Remarks on Anti-Racism

Jan 16, 2022

by FRS Member Lark Madden

Good morning. I’m Lark Madden and I want to start by asking you to join me in looking at one of the readings in our hymnal. If you don’t have a hymnal don’t worry – I’ll read it to you.

I like many of the readings in Singing the Living Tradition, and I admit to having perused them occasionally in church when I was supposed to be paying attention to the sermon or some other part of the service.

The reading that I’d like to call your attention to is number 563 by Ralph Waldo Emerson, called
“A Person Will Worship Something.”

Emerson’s lines I take as a very real warning: Be careful what you value, what you worship, what you decide is really important, because, as he says – “IT WILL OUT.”

Some of the most important experiences I have had at FRS came by way of an invitation. Over the last thirty years or so I’ve gotten a lot of invitations! Some made me stretch and take risk, some made me uncomfortable, some helped me see the world and human relationships in a different way. Almost all I accepted deepened my connections to FRS folks. 

That’s one way that this place works. You’ll get an invitation, and you have to consider whether it’s something you want to spend time on and say “yes” or “no.” Nobody tells you that you have to do something here. That’s one of the main reasons I like this community.

It all starts with an INVITATION.

As the first few months of the pandemic unfolded, Julie Parker Amery invited the congregation to participate in something called “Seeing White.” My wife Annie and I accepted.

“Seeing White” is a multi-chapter series of podcasts created and led by journalist John Biewins and his colleague Dr. Chenjerai Kumanika, in which the long history of chattel slavery, racism, and white Western European and American colonial domination and exploitation of African and Native American people is presented. Further work covers more recent U.S. history, including more on slavery and Reconstruction, Jim Crow, and other contemporary developments. 

“Seeing White” endeavors to help participants understand how to recognize WHITENESS and to become much more aware of the structural and inherent nature of belonging to and participating in the white economic and cultural system. I believe it helped me better understand and recognize racism.

Listen – I don’t think I’m very different than other people my age: I knew from a very young age that Black people were mistreated and marginalized; I always was aware that I was lucky compared to many Blacks in America; I grew up in segregated northern Virginia; and my parents were liberal and progressive folks who cared about these problems and discussed them with me and my siblings.

But just as George Floyd’s murder recorded on video and broadcast to the world did, “Seeing White” tore the cover off my sort of comfortable distance from racism. And that experience also led me to be interested in doing some additional WORK. 

Part of that work is a new learning opportunity here at FRS called Living the Pledge. Living the Pledge is another chance to study not just the foundations of racism but what we can actually do about it.

Even here in our not so diverse corner of Essex County, we can learn how to practice anti-racist skills in real time. We can gain empathy for what it must feel like to be ignored, to be treated as inferior, to be threatened. 

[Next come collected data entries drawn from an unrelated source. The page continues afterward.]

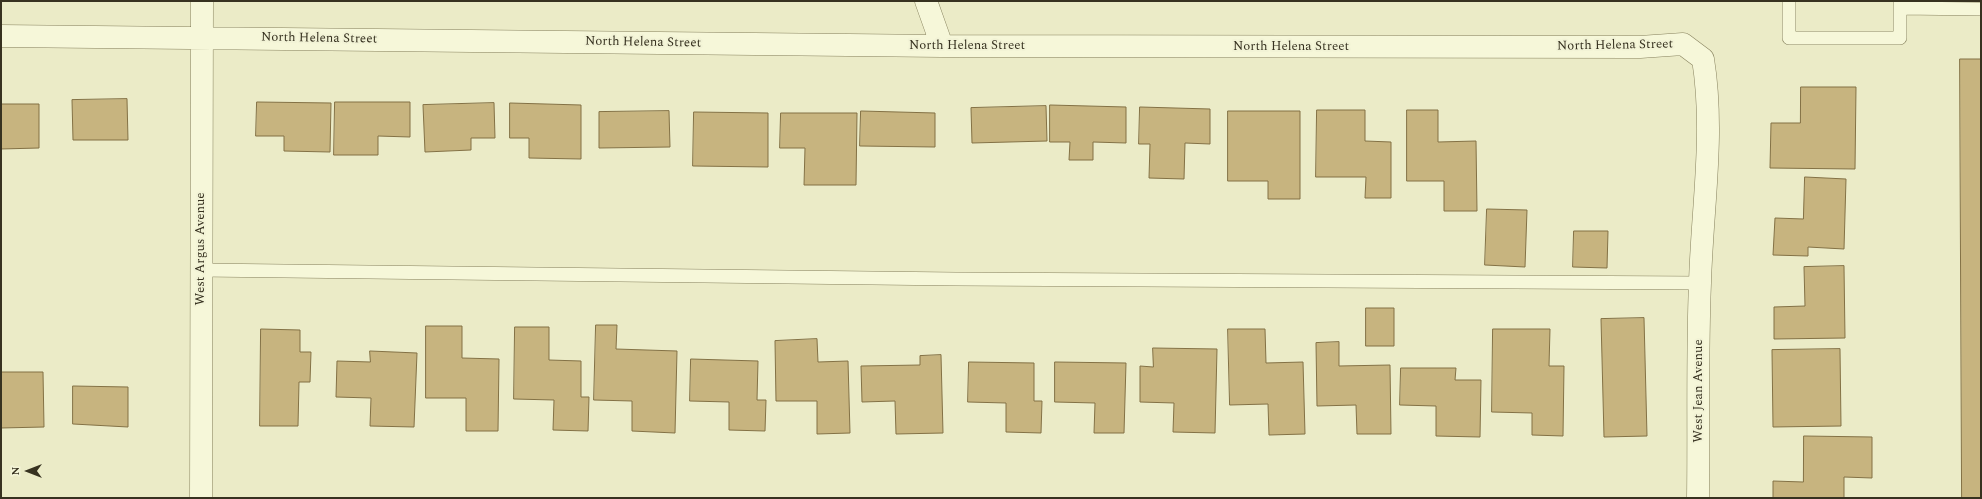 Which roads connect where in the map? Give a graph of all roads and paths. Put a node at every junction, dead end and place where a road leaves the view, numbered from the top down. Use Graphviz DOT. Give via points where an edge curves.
graph roads {
  1 [pos="202,1"];
  2 [pos="926,1"];
  3 [pos="1789,1"];
  4 [pos="1900,5"];
  5 [pos="1981,9"];
  6 [pos="1,36"];
  7 [pos="201,38"];
  8 [pos="942,46"];
  9 [pos="201,270"];
  10 [pos="1700,283"];
  11 [pos="201,498"];
  12 [pos="1698,498"];
  1 -- 7 [label="street, West Argus Avenue"];
  2 -- 8 [label="street"];
  3 -- 4 [label="lane" via="1789,38 1900,38"];
  4 -- 5 [label="lane"];
  6 -- 7 [label="street, North Helena Street"];
  7 -- 8 [label="street, North Helena Street"];
  7 -- 9 [label="street, West Argus Avenue"];
  8 -- 10 [label="street, North Helena Street" via="1640,48 1683,44 1703,59 1708,90"];
  9 -- 10 [label="lane" via="964,279"];
  9 -- 11 [label="street, West Argus Avenue"];
  10 -- 12 [label="street, West Jean Avenue"];
}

So here comes the invitation folks: I invite you to consider spending your time and energy on Living the Pledge. I invite this congregation to become learned about the real history of racism and slavery. We may not have lots of diversity in our towns, but that does not exempt us from needing understanding and knowledge regarding what happened in our racial history. And I submit that only by knowing this history can we change our understanding and effectiveness in combatting racism and bigotry. I’m not holding myself out as an expert on these matters – but I am learning, and I hope I am changing.

Later in in this service you’ll get some information about how, if you want, to say yes to this invitation.

As I finish, I want to come back to Emerson. To me, it really does matter what one “worships.”

He says: “That which dominates our imaginations and our thoughts will determine our lives and our character.”

I can certainly imagine a better world for people of color. I can certainly do more work to make that happen. “Seeing White” and Living the Pledge have helped me make progress towards that goal.

Racism and its problems are deeply ingrained in our present world; let’s do the work that will allow us to make the future world better.